* [Exercise directions] From the records below, copy the lines that include "Kresge".

Dataset entries
####

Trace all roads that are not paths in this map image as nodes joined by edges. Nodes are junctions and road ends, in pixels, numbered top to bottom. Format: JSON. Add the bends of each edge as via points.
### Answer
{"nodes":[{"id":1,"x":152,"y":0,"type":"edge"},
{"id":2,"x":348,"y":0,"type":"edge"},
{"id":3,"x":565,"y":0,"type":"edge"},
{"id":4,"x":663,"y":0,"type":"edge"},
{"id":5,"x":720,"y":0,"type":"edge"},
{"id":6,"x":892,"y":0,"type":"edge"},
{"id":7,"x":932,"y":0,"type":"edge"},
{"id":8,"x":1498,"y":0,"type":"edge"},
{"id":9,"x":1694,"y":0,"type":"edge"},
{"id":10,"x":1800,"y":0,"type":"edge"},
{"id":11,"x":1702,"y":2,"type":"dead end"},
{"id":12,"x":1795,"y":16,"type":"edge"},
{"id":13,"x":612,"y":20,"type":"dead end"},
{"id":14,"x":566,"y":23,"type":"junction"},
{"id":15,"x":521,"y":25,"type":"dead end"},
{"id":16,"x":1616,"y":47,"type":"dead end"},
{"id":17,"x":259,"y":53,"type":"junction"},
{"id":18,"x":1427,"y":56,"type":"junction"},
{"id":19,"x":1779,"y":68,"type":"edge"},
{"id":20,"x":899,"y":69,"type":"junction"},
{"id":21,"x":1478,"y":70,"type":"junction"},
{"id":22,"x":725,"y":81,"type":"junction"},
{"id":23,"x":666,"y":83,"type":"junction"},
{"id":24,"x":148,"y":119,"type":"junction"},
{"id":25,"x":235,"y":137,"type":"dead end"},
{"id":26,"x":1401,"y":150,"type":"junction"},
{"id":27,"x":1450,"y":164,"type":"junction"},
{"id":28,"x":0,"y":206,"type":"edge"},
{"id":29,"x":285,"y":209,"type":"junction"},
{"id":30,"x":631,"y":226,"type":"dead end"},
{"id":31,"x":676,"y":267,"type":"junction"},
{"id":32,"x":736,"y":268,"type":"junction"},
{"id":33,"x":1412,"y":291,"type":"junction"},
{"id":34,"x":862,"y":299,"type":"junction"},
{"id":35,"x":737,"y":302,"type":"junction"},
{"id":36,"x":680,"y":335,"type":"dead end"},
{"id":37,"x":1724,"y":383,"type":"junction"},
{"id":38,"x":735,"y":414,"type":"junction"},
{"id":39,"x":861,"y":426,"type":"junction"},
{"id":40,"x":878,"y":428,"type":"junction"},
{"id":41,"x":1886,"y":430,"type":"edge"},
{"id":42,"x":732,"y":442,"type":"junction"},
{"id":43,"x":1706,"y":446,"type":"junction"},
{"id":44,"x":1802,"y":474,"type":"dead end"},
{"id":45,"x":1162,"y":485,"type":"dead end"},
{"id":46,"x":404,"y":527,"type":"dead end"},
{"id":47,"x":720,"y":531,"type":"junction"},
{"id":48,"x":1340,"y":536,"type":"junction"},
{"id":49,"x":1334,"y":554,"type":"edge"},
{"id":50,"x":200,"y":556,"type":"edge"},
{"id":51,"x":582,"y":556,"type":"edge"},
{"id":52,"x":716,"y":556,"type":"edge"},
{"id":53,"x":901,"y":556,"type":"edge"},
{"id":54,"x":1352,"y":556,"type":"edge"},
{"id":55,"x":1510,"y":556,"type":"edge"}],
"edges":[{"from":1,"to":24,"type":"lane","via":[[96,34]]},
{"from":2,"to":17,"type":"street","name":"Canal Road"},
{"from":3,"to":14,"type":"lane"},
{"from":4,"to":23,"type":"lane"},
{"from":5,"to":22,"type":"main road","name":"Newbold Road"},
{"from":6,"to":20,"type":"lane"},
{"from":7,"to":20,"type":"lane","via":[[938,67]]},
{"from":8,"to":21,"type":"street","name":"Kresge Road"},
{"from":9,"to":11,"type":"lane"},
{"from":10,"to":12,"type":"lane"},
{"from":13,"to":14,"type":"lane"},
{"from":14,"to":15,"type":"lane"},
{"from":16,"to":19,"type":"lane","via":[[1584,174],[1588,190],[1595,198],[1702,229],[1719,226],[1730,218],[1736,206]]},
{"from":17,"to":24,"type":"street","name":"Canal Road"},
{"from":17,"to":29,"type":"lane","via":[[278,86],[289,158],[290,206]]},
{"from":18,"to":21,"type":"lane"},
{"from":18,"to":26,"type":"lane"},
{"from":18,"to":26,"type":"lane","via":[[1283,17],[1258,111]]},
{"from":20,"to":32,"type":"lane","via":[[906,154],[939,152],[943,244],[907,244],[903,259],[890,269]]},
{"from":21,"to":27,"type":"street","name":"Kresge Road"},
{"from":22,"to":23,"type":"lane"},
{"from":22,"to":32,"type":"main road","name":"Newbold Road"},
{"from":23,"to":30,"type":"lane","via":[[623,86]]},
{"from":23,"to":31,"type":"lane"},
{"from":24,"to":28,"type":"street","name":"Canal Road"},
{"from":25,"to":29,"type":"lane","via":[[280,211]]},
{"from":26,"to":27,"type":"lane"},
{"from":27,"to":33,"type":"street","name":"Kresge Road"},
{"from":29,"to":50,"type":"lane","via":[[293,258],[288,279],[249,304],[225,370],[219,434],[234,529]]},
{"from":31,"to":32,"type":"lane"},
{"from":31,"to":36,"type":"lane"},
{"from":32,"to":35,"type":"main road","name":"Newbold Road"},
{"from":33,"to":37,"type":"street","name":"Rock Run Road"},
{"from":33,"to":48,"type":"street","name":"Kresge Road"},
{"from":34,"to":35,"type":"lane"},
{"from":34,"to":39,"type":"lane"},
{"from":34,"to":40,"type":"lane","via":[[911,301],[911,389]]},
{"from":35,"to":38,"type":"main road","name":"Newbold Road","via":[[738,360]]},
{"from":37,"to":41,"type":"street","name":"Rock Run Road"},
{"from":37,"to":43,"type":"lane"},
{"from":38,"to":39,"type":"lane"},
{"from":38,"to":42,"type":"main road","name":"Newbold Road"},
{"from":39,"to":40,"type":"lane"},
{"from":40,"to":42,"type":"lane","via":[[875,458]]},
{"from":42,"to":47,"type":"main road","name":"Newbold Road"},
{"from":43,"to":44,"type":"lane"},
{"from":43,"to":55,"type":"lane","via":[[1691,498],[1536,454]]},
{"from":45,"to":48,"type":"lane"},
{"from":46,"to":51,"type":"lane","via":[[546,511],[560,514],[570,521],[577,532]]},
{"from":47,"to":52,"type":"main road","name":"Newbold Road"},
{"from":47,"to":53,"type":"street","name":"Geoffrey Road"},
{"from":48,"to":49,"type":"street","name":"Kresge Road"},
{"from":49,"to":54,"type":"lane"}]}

####

* [Task response]
{"from":8,"to":21,"type":"street","name":"Kresge Road"},
{"from":21,"to":27,"type":"street","name":"Kresge Road"},
{"from":27,"to":33,"type":"street","name":"Kresge Road"},
{"from":33,"to":48,"type":"street","name":"Kresge Road"},
{"from":48,"to":49,"type":"street","name":"Kresge Road"},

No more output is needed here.